Here are some questions that may elicit revealing a response:

  1. What is the single most challenging situation you have faced, either personally or professionally? How did it shape you as a person and professional?
  2. Tell me about a project you worked on that took longer than expected or was much more difficult than anticipated.
  3. What’s the single greatest professional disappointment you have experienced in your career, and how did that impact you?
  4. If you were working on a project that was not going as planned and your performance was less stellar than you anticipated, what would you do?
  5. Can you share a long-term career goal you have set for yourself? What steps did you take to accomplish it?

Perhaps you are thinking, “I am not a Q & A type interviewer, I prefer more of a conversational approach to interviewing”. That’s ok; there’s more than one way to tie your shoes here.
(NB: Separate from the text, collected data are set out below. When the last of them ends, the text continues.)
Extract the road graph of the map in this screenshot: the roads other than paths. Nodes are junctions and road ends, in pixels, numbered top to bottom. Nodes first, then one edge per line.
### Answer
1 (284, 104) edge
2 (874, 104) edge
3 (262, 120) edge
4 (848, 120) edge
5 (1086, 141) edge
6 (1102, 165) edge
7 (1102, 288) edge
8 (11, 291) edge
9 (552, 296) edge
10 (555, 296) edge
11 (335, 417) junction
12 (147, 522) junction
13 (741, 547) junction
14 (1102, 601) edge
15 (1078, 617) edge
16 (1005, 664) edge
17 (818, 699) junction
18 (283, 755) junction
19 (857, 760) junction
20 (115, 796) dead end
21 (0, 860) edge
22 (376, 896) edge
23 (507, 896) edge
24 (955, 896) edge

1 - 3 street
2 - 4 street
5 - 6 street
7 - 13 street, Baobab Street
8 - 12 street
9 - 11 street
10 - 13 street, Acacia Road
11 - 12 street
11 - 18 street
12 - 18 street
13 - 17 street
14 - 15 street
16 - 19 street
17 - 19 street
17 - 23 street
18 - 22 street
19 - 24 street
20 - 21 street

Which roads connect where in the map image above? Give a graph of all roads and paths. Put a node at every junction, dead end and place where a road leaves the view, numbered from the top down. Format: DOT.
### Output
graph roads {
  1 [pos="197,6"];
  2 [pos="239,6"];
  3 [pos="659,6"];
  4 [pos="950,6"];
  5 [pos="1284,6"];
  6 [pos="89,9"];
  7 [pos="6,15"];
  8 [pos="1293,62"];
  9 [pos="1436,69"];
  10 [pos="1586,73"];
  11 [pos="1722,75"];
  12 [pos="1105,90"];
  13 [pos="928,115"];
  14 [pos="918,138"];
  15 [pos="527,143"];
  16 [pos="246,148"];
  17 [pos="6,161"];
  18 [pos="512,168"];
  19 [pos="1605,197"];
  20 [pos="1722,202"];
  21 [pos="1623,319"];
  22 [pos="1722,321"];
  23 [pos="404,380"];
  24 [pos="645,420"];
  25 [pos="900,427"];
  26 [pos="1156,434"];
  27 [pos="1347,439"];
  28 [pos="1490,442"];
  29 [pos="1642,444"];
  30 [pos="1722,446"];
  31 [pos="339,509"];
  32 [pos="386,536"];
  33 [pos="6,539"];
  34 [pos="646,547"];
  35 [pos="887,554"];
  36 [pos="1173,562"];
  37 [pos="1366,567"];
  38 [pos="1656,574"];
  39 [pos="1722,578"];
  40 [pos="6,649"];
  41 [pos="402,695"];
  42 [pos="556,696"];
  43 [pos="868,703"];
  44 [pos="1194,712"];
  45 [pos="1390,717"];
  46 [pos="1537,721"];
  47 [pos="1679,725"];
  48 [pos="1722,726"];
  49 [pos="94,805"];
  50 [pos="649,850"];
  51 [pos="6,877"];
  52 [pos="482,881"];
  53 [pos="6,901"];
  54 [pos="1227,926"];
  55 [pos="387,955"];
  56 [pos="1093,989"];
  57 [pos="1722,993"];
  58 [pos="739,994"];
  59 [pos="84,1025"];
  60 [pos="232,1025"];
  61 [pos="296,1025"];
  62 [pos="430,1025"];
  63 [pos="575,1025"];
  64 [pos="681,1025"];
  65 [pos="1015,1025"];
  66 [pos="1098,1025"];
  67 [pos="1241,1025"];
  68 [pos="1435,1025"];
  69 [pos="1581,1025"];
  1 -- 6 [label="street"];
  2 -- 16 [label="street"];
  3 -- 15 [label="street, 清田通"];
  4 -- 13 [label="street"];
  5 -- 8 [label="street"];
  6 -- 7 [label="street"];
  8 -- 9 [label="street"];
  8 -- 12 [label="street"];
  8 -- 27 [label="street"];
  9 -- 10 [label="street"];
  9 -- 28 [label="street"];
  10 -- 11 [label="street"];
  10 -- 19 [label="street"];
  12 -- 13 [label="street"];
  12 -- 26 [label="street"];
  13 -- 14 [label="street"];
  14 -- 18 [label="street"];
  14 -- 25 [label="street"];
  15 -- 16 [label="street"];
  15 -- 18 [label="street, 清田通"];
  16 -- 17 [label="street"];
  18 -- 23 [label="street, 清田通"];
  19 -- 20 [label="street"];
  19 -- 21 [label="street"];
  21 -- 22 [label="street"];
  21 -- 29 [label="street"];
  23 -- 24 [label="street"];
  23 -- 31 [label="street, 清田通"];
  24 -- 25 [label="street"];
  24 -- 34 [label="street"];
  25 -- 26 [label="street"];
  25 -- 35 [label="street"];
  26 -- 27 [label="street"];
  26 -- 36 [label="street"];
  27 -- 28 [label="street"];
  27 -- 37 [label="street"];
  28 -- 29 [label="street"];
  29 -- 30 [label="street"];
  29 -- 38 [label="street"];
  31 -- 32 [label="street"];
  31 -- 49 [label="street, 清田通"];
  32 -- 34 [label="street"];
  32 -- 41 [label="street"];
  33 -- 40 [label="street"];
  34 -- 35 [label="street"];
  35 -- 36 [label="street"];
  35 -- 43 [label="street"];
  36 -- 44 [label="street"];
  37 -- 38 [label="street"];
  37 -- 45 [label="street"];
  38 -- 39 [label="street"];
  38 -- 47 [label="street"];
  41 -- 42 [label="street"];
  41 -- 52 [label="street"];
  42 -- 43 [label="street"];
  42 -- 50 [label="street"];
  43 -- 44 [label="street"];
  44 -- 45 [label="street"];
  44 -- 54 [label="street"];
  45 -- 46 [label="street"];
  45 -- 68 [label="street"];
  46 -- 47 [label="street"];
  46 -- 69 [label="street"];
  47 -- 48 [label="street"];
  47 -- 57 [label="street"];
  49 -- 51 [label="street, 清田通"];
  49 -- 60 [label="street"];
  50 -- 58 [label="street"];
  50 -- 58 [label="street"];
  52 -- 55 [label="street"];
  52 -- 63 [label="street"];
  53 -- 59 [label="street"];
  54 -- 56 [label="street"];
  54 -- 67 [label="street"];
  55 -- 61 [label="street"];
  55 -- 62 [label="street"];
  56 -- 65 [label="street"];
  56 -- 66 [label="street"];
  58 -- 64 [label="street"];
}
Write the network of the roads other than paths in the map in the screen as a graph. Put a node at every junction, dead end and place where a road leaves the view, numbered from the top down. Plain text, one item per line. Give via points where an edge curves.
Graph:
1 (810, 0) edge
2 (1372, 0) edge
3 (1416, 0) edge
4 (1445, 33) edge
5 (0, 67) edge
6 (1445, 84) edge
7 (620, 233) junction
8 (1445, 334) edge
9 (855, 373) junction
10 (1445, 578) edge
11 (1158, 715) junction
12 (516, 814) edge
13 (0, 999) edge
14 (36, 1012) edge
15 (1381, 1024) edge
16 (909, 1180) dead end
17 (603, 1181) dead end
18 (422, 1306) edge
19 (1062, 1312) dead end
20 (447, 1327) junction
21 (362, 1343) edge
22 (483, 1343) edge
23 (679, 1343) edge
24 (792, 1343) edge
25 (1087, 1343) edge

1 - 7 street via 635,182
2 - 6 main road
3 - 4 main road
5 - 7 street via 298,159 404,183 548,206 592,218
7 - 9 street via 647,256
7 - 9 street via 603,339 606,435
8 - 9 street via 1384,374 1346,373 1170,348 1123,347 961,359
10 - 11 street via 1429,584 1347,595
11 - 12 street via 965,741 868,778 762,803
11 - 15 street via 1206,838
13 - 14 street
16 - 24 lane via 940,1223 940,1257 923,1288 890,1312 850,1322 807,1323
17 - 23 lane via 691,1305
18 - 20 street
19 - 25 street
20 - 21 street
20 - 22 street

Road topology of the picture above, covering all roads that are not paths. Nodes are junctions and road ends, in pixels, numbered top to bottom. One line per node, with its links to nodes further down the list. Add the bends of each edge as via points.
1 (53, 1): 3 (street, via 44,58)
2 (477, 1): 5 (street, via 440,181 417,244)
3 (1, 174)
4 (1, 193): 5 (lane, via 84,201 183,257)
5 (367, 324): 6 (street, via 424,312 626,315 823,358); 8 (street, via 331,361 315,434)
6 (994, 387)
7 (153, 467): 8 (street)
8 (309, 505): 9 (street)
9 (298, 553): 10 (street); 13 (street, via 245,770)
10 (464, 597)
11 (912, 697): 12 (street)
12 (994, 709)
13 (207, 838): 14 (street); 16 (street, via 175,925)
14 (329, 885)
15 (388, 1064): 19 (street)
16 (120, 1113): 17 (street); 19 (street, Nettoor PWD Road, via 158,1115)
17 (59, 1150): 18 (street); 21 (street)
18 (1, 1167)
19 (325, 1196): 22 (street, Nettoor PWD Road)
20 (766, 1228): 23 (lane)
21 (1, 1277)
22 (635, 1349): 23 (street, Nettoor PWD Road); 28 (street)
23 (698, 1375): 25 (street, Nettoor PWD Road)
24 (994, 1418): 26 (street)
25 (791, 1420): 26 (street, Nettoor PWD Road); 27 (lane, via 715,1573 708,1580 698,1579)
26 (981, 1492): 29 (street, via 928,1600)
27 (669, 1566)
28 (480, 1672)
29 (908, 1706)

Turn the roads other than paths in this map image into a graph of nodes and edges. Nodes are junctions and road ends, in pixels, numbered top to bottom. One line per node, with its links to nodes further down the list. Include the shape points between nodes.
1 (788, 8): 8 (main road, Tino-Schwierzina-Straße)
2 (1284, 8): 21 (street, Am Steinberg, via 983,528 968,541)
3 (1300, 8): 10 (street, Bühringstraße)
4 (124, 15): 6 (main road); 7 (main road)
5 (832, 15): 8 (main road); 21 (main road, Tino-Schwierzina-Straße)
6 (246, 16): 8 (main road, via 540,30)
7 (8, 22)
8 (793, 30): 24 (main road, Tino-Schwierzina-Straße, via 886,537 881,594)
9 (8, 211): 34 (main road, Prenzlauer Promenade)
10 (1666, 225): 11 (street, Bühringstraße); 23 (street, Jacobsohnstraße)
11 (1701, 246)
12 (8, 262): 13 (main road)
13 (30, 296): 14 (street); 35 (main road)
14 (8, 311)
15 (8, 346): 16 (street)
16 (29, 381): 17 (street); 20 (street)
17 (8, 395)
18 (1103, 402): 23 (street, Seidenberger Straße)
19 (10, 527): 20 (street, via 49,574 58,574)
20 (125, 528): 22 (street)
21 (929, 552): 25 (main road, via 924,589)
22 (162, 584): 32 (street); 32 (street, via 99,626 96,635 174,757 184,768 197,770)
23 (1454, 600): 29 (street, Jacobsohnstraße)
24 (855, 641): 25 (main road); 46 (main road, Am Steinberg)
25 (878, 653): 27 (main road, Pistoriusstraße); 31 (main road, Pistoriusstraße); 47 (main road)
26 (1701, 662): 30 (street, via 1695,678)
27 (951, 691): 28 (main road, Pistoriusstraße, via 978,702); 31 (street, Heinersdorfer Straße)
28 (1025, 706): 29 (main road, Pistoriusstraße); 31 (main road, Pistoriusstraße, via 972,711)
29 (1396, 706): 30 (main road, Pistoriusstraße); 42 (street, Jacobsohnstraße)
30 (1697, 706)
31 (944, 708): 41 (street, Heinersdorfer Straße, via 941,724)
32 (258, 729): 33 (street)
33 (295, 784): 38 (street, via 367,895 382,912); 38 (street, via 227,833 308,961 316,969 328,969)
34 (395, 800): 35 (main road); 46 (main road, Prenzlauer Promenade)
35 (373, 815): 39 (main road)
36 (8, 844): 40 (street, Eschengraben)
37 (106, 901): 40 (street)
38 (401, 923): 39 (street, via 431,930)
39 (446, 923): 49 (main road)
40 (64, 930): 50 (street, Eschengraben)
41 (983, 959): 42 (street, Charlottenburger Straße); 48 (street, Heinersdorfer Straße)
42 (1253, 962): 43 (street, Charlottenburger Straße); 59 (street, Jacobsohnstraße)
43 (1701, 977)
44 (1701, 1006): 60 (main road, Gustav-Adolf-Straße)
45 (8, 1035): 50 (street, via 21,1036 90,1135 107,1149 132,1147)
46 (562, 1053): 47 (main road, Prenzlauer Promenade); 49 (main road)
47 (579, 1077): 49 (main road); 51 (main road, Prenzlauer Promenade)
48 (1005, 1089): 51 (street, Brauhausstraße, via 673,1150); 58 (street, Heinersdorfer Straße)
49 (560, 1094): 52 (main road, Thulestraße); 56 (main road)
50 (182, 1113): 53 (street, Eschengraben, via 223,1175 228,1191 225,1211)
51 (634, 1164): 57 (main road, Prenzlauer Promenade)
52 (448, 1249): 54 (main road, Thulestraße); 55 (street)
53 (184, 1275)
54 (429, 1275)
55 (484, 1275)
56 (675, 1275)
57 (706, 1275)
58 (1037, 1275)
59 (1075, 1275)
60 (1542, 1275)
I have a close friend who happens to be a client. For the purposes of this exercise, we will call him “Jayson.” As a hiring manager, Jayson HEAVILY indexes towards candidates that have faced significant adversity in their life. If they were raised dirt poor and had to fight their entire way to success, he gloms on to them like a moth to a flame.  

Jayson is a high-performing commercial leader with a company currently a “Belle of the Ball” in Medtech. Top-notch candidates are dying for a seat at the table here. In hiring, he is often faced with sorting the “great” candidates from the “very, very good” ones—a good problem to have but a problem nonetheless. And he believes being a good storyteller is table stakes in his field. 

He starts every interview the EXACT same way:

“The first half of the interview is about me getting to know you, and the second half is about you getting to know me and the company. That said, I am a grown-up and can read a resume, so tell me your story.”

Interview debriefs with Jayson are AMAZING. Just this week, Jayson says to me, “Did you know he grew up in a trailer park, and his mom was a meth head!?!?!?”. My response? “No, Jayson, I did not. More importantly, how do you know that???” Jason replied, “I just asked him to tell me his story, and then shut up and listened.” Sometimes in interviewing, the less specific questions you ask will evoke very specific, and informative answers. The direction a candidate chooses to take a very general question can tell the interviewer volumes about who they are at their carbon base.  

I would be remiss if I did not address this topic from the candidate’s perspective as well. 

“They asked me to tell them about my biggest failure…I hate that question because I never know what to say.”  

I hear this at least once a week from candidates. 

If you phone it in on this question, you are missing a MASSIVE opportunity! With this question, the Hiring Manager is giving you the keys to the car. This is your chance to show him/her you are authentic and have the ability to be vulnerable. Both of which are very attractive traits in candidates for employment. 

We ALL fail. And if you are appropriately stretching yourself in your career, you may fail miserably at some point. Good hiring managers know this. They usually care little about the specific failure unless it involves illegal or unethical behavior. They are almost always more interested in what happened next. Did you give up? Transfer to a different role? Leave the company for something safe, where you knew you could do the job with your eyes closed? Or did you step back, autopsy the situation, course correct, and keep trying until you got it right? Big difference.  

Finally, I think it is worth mentioning that prevailing science does indicate that an individual’s Grit score can change over time. And maybe more importantly, people can influence their own Grit Quotient. The old adage, “the best predictor of future behavior is past behavior,” is often true in the short term but not necessarily true in the long term. Age, life experiences, maturity, and general interest in or passion for a given topic all impact our level of Grit.   

If you are interested in learning more about Grit, I highly recommend Angela Duckworth’s book.